We thought we were well-equipped for the wait with coffee, iPods and thermals but our efforts paled into insignificance next to our fellow queuers. Most had sleeping bags, blankets, chairs and ski gear.

When the queue hadn’t moved an inch after 90 minutes my son whispered in my ear. “Shall we go home?” he said. Freezing cold and fed-up, I agreed. But my daughter wasn’t having any of it. “Don’t be so feeble,” she instructed firmly.

It was an agonising five hours till we reached the front of the queue. By the time we got inside the RCA building we were so numb with cold we could barely speak. And just like the year before, when we made it to the basement saleroom virtually all the cards we liked had gone. Electronic score boards flashed green for cards that were still available, red for ones that had sold. My daughter gave a running commentary as we inched closer and closer to the sales desk. “There’s one of your choices left, and one of mine,” she told us cheerily.

“Numbers 113 and 1898,” she told the saleswoman, when we finally made it to the front. And guess what? They were still there!

“You were right to make us wait,” I said as we trudged out, clutching our precious postcards. “But I’m not coming again.”

Except now it’s nearly time for the 2011 event… and I’m wavering.

You can view the postcards at the RCA from November 18.

Tuesday, 1 November 2011

From Victoria Beckham to David Cameron - the new Grazia

Tuesday is my favourite day of the week. Why? Because a loud thump on the doormat signals the arrival of the latest issue of Grazia. I subscribed to the magazine a few years back, ostensibly for my student daughter. But in truth I love its heady mix of news, reviews and fashion just as much as she does.

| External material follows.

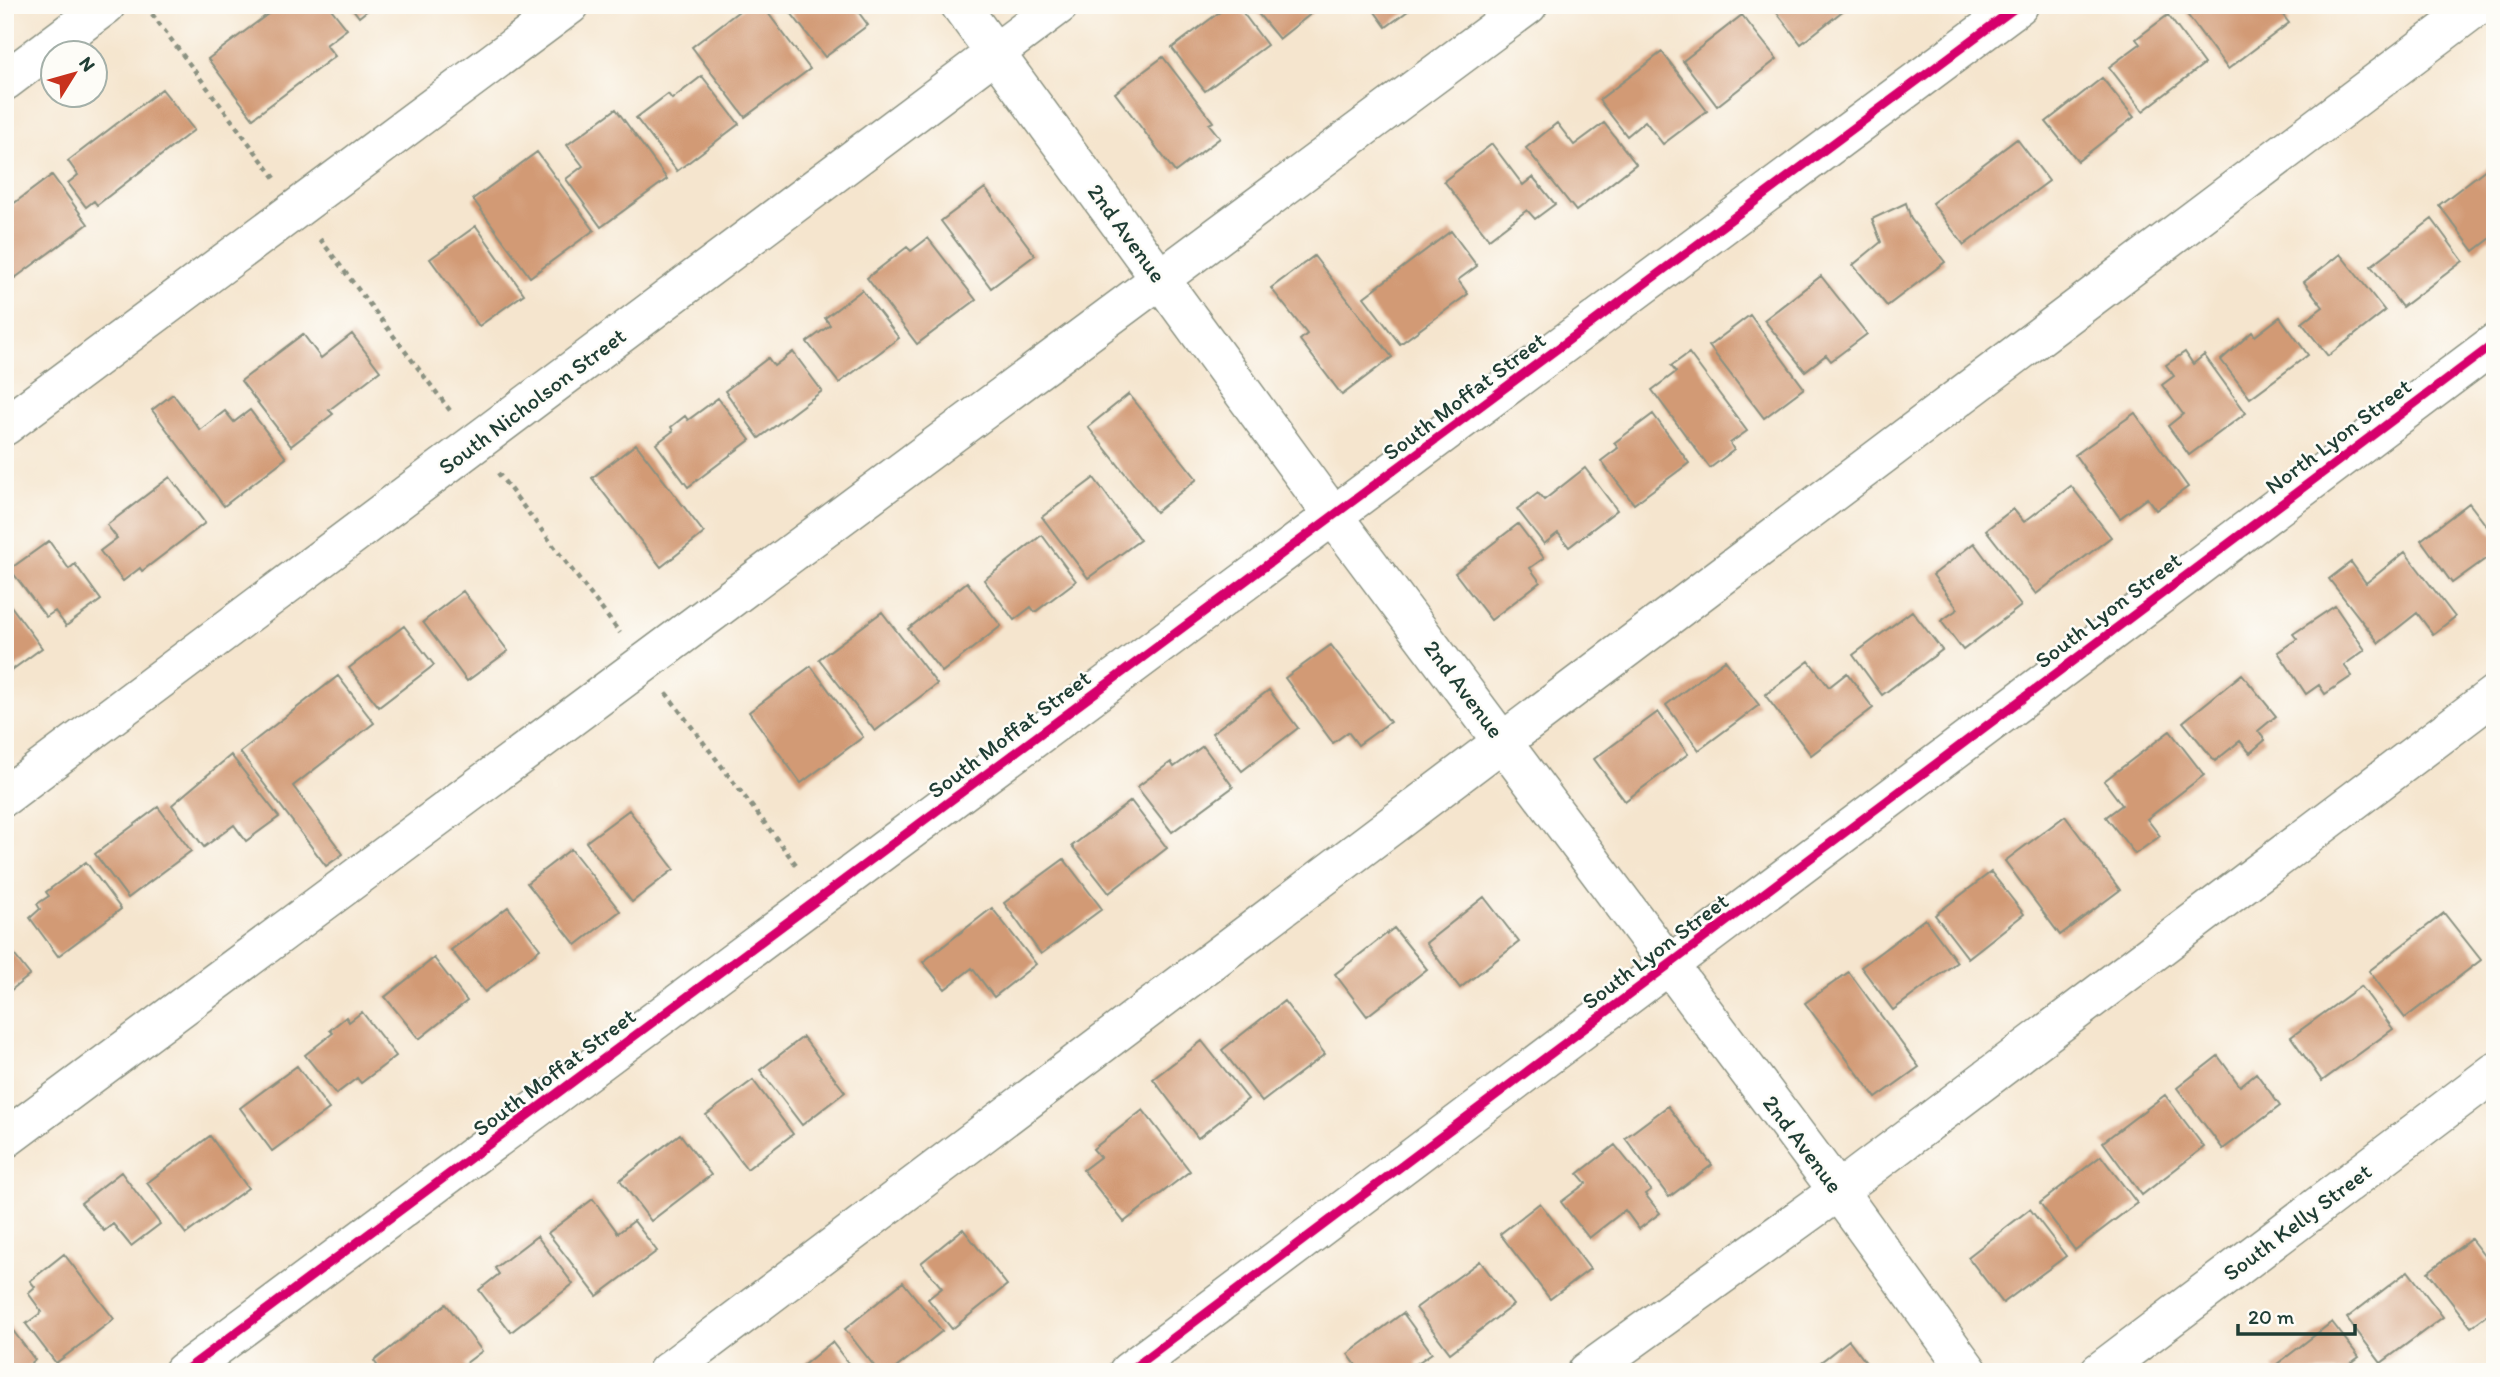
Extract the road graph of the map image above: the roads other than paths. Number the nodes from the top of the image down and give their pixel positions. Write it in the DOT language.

I’m supposed to be writing a book review right now but couldn’t resist a sneaky look at today’s edition. It’s a cracker, featuring news that Victoria Beckham’s “in torment” over David’s possible move to play for Paris St-Germain (what are you thinking, Posh, Paris is the most fashionable city in the world), claims that the scar on Kate Middleton's head was caused by a sporting accident at school and an exclusive at-home interview with David Cameron.

The chat with the PM, conducted at No 10 by Sun columnist Jane Moore, is clearly designed to head off criticism that he’s sexist following his “calm down, dear” remark to shadow treasury chief secretary Angela Eagle during a House of Commons exchange. Not only that, a recent YouGov poll found that one in three female voters regard him as the “greatest male chauvinist” of the three party leaders.

Today’s interview runs to five pages but I’m not convinced it will make much difference. Revelations include the fact that romantic dinners with wife Sam are tricky when the protection team is sitting close by, that Sam often tells him to “calm down, dear,” that the couple’s elder two children like taking Fox’s Glacier Mints from the cabinet table and while his daughter Nancy loves The X Factor he tends to wait till near the end of the series because he “can’t be dealing with the man in the silver suit.” Does he mean Johnny Robinson? I’m not sure...

The most touching disclosure is that whatever differences the PM has with Nicolas Sarkozy, he’ll always be grateful to the French president for his kindness before his father’s death on holiday in France last year.

“We didn’t really know how bad it was,” says Cameron. “I was going to do PMQs, then get a flight a bit later, but in the meantime someone told President Sarkozy I was coming to France, and he’d got his own doctor to call the hospital and had found out things were really bad. So he rang me in the car to say ‘you must get on a plane now.’ So I did, and when I landed, he got me to the hospital... Whatever row I ever have with President Sarkozy, I will always remember that he got me to my dad before he died.”

PS: It’s probably mad, but I’ve signed up to NaBloPoMo (National Blog Posting Month), which challenges bloggers to post every day for, yes, a whole month. Can I do it? Watch this space!